Named after the quick-response crews that are sent out to car crashes to pick up stray limbs off the motorway so that they are not run over before they can be sewn back on, The Go! Team started off in Brighton around the year 2000 as a one man “band”. Originally treating music very much as a hobby, Ian Parton would come home from work and record sounds that he liked and layer them on his 4-track recorder, creating busy sound-clips, but one day he decided to pack everything up and go to Wales to record his first album. After a month of messing around with “shitty microphones” in his parent’s kitchen, and no doubt growing a beard, out popped the Mercury Music Prize-nominated album Thunder, Lightning, Strike, a title which very much summed up its frantic sound. After realising that he would never be able to perform his songs live on his own (having been offered wodges of cash by Franz Ferdinand), Ian decided to recruit a band in order to recreate his dense recordings for a live audience. The band, who are “visually and musically very different” from each other and are essentially a cobbling together of musicians from around the globe, fulfilled Ian’s dream of an anti-“indie-band”, with Ninja, a female rapper and others with passions for noise rock and electronica. These days Ian says he doesn’t really see himself as the leader of the band any more, but prefers to let the eccentric relationships between the members carry the music in whatever direction they take it, be it taking after girl-gang chants or air-raid sirens.
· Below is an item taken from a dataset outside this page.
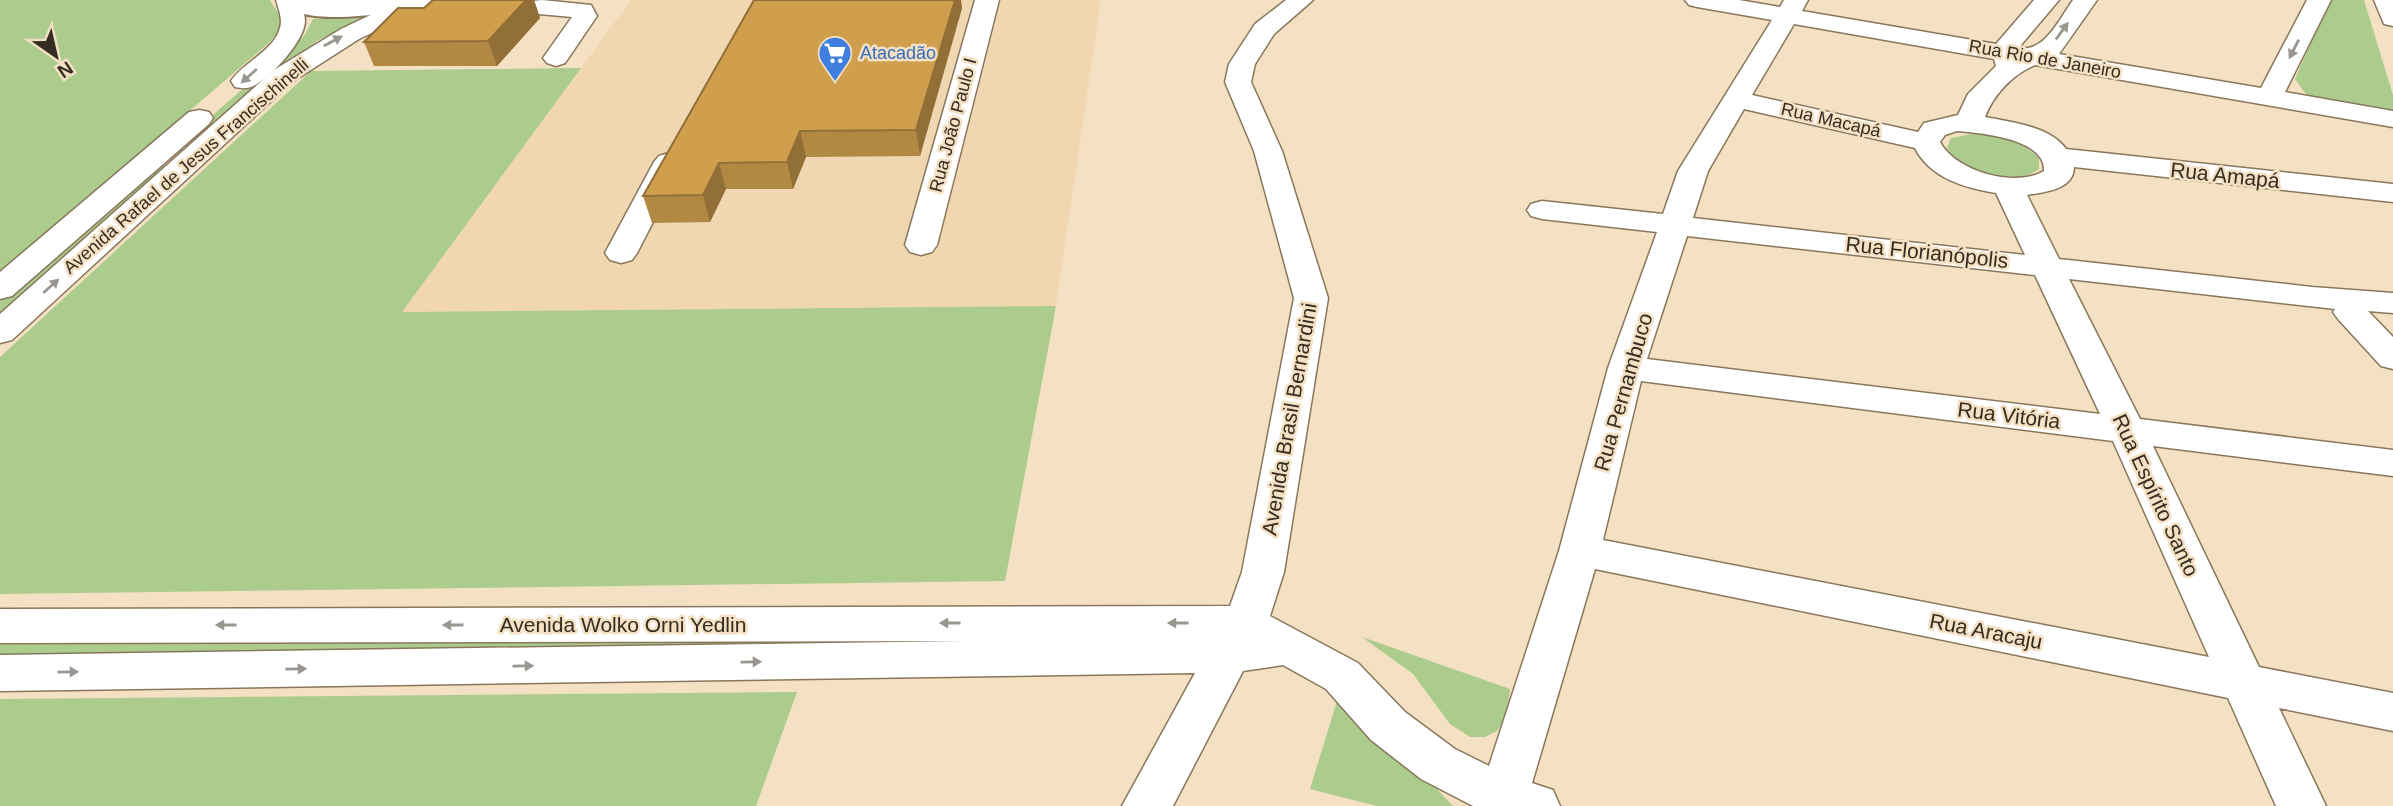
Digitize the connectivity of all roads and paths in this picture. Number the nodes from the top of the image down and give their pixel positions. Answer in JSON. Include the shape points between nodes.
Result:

Citing influences anywhere from Bollywood soundtracks to Underground Hip Hop, the Go! Team sound is pretty diverse; somehow, however, the band manages to retain the same energy across all their EPs and even right into their most recent album Proof of Youth last year. I would say, perhaps with a little disappointment, that the band’s sound has not progressed one semi-quaver since its outset, but perhaps reasons behind retaining this very lo-fi sound is Ian’s dislike for the way modern music is going, with him suggesting that much of music is losing its inventiveness, with Rock churning out “Franz Ferdinand-descendents” and Hip Hop moving from the raw old school sound to today’s “buffed-up Hummer” beats.
Apart from using hoards of vintage samples clogging up their sound board to create the party-vibe of the past, the band also featured high-profile guests on some recent tracks including one of Ian’s biggest idols: Chuck-D of Public Enemy. In so doing, Ian fulfils one of his aims, namely creating an obvious overlap between traditionally “White” and “Black” music, filling the Grey area. However, on paper, this description given by Ian in no way distinguishes the band’s music from the crowds of other groups who strive to transcend musical and cultural boundaries; it is the bands explicit energy which sets them apart from the rest.

Endeavouring to create the most “violent” sound possible, a feeling which certainly comes across when seeing them live, Ian, has now threatened to make an “even noisier” album, a feat which, on hearing some of their songs, you may think impossible. But, having experienced Mr Parton’s stubborn “stick-it-to-the-critic” (copyright Andrew Spyrou) attitude, he no doubt will. Look out for a wall of sound coming your way soon.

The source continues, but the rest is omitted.